§ Assigned task:
In the records below, pick out all lines containing the word "Feathergrass".

Dataset entries

◆ ◆ ◆

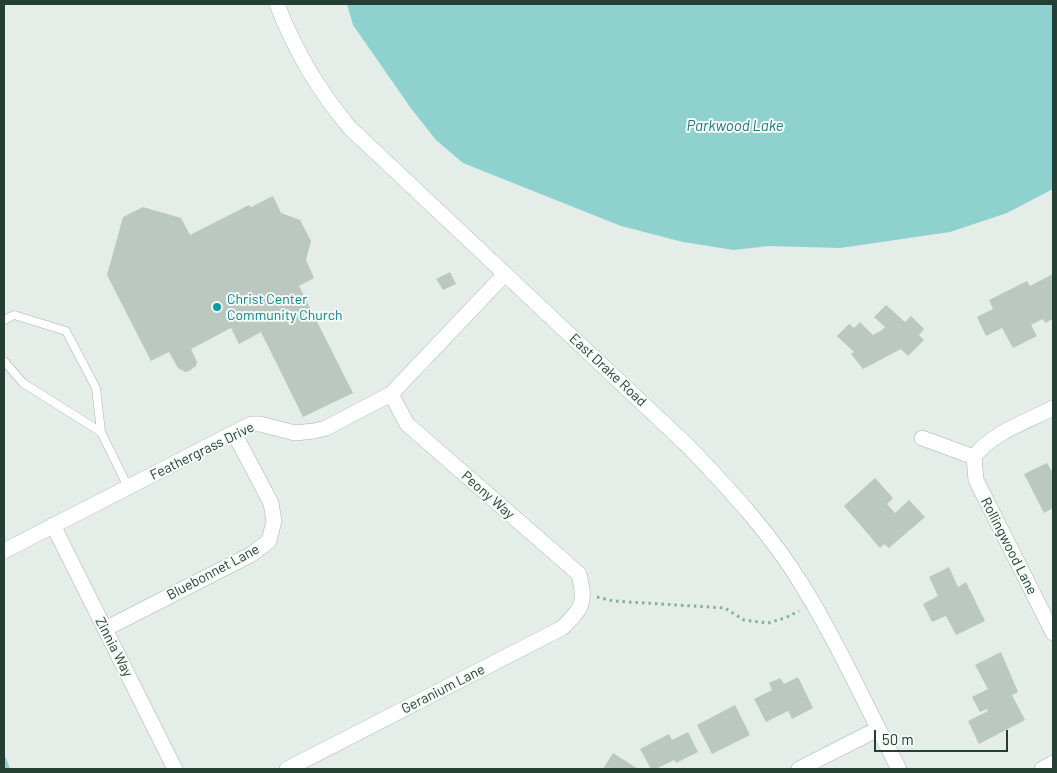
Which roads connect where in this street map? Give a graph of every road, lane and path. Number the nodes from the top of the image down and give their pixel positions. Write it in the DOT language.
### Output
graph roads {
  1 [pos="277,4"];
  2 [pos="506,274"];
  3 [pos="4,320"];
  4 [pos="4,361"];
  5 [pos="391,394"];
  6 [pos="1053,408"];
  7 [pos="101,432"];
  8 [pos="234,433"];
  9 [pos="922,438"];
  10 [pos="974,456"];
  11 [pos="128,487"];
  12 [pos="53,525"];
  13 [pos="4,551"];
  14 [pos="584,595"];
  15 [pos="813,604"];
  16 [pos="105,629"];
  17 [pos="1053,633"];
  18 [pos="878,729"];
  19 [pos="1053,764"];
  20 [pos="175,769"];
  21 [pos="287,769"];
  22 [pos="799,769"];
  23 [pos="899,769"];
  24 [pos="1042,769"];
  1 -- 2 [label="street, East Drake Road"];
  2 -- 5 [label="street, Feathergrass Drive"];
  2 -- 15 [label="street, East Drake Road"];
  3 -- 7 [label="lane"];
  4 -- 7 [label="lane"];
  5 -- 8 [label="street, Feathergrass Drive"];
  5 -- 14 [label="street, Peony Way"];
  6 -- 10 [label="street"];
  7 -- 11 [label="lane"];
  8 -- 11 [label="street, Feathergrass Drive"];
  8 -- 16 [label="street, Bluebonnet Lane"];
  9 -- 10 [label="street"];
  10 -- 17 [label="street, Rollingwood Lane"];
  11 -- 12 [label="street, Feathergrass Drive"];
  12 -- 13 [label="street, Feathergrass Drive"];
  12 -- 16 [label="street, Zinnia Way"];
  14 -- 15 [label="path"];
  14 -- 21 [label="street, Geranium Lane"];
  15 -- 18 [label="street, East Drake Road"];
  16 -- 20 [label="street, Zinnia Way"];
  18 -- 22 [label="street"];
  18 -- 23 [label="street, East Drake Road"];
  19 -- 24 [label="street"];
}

◆ ◆ ◆

§ Output for this task:
  2 -- 5 [label="street, Feathergrass Drive"];
  5 -- 8 [label="street, Feathergrass Drive"];
  8 -- 11 [label="street, Feathergrass Drive"];
  11 -- 12 [label="street, Feathergrass Drive"];
  12 -- 13 [label="street, Feathergrass Drive"];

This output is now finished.